__Materials provided__:
============
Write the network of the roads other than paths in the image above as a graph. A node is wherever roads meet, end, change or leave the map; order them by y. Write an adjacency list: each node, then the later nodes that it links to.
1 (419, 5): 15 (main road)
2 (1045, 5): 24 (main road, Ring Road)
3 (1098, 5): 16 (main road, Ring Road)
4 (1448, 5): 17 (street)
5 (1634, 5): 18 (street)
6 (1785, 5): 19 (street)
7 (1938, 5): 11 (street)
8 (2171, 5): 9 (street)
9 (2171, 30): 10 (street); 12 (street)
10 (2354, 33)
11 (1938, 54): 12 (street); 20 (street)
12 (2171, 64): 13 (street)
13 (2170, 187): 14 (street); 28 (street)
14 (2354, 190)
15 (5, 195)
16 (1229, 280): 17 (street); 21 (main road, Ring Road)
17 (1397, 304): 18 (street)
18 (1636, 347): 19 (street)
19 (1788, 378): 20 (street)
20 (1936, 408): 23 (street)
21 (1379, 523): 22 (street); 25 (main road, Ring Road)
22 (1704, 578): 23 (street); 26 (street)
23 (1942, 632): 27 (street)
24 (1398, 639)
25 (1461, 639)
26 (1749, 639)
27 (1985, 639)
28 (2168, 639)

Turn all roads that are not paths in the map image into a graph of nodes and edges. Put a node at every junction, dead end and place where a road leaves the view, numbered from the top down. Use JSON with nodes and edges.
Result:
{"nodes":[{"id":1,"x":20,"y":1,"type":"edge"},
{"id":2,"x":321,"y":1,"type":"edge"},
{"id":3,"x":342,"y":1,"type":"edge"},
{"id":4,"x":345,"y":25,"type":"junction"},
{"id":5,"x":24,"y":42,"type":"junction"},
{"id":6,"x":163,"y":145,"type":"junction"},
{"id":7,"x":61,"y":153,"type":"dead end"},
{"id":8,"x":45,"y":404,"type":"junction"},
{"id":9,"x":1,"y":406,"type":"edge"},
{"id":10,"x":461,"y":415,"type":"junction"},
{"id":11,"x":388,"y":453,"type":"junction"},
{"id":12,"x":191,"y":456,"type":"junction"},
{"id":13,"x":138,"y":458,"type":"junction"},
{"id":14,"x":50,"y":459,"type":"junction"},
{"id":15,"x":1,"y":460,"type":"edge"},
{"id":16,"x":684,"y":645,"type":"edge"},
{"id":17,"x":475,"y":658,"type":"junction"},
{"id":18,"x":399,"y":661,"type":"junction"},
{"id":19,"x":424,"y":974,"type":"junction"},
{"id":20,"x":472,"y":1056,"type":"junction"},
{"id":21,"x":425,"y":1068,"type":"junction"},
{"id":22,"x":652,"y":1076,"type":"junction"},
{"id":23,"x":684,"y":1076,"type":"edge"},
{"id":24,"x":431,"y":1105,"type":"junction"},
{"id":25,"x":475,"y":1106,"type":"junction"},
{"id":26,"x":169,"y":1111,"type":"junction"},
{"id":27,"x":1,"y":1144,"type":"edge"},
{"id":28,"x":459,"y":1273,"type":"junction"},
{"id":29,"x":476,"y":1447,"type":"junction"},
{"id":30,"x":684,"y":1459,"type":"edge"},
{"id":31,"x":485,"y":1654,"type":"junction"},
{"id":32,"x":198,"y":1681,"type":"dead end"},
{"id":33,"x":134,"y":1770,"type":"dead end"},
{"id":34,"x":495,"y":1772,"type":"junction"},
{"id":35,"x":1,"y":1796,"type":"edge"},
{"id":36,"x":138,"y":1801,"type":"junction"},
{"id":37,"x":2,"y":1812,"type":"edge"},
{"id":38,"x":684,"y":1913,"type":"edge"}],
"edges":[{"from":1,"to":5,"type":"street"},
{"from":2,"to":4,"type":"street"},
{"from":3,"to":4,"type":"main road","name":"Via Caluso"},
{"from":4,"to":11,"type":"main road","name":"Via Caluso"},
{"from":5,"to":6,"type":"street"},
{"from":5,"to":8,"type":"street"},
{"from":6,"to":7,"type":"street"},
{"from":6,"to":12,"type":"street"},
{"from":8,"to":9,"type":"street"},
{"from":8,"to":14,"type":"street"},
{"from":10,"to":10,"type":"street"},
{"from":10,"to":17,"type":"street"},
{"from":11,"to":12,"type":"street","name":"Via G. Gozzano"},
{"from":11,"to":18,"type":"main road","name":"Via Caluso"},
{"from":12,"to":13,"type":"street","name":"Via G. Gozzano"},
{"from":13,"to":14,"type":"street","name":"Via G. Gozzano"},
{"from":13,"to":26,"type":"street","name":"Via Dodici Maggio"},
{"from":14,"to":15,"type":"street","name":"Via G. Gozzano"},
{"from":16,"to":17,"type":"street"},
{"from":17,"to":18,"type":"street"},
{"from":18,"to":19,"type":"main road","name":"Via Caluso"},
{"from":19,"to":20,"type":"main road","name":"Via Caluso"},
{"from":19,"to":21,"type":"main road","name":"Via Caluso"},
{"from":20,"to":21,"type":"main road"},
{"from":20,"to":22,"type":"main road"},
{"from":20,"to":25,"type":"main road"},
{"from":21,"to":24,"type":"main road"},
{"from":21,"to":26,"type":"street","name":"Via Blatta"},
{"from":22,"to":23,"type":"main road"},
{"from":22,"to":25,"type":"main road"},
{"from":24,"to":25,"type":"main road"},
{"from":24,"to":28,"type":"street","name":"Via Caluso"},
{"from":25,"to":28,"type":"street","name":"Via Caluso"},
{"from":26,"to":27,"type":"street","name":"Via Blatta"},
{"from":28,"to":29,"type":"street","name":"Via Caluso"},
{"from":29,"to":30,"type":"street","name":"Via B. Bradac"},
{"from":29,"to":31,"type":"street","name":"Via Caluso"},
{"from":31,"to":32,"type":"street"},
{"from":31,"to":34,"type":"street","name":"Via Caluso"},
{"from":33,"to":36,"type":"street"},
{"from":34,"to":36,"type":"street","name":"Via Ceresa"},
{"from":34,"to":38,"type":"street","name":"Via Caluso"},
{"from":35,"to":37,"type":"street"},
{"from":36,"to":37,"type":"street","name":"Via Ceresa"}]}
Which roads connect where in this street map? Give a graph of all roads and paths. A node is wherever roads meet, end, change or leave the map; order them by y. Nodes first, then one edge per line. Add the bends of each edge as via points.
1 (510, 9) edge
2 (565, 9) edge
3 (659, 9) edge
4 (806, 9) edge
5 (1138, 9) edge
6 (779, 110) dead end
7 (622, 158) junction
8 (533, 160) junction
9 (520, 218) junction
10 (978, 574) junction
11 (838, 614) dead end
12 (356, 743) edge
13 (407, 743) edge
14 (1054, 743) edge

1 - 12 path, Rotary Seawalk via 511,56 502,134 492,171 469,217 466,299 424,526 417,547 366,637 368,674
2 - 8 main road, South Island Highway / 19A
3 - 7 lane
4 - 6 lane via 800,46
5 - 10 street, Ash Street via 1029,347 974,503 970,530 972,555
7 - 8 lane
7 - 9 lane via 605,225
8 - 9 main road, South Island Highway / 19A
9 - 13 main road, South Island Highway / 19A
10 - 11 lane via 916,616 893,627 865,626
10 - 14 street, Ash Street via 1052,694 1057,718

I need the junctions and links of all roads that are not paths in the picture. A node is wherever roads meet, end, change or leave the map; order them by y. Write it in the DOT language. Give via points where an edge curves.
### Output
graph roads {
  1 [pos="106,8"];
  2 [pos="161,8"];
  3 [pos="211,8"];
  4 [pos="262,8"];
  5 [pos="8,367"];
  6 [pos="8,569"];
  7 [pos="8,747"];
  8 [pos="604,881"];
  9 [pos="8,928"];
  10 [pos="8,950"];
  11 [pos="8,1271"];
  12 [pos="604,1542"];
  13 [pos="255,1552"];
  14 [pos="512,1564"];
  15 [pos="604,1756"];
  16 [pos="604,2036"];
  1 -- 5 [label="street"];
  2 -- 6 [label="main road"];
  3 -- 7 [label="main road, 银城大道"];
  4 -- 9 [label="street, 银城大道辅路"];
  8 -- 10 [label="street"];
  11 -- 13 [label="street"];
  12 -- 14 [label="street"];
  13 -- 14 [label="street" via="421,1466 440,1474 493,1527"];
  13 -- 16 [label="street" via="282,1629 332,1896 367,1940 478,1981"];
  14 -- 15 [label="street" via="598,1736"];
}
============
__Exercise requirements__:
If a line in the material contains "change", show it.

__Exercise output__:
Write the network of the roads other than paths in the image above as a graph. A node is wherever roads meet, end, change or leave the map; order them by y. Write an adjacency list: each node, then the later nodes that it links to.
Which roads connect where in this street map? Give a graph of all roads and paths. A node is wherever roads meet, end, change or leave the map; order them by y. Nodes first, then one edge per line. Add the bends of each edge as via points.
I need the junctions and links of all roads that are not paths in the picture. A node is wherever roads meet, end, change or leave the map; order them by y. Write it in the DOT language. Give via points where an edge curves.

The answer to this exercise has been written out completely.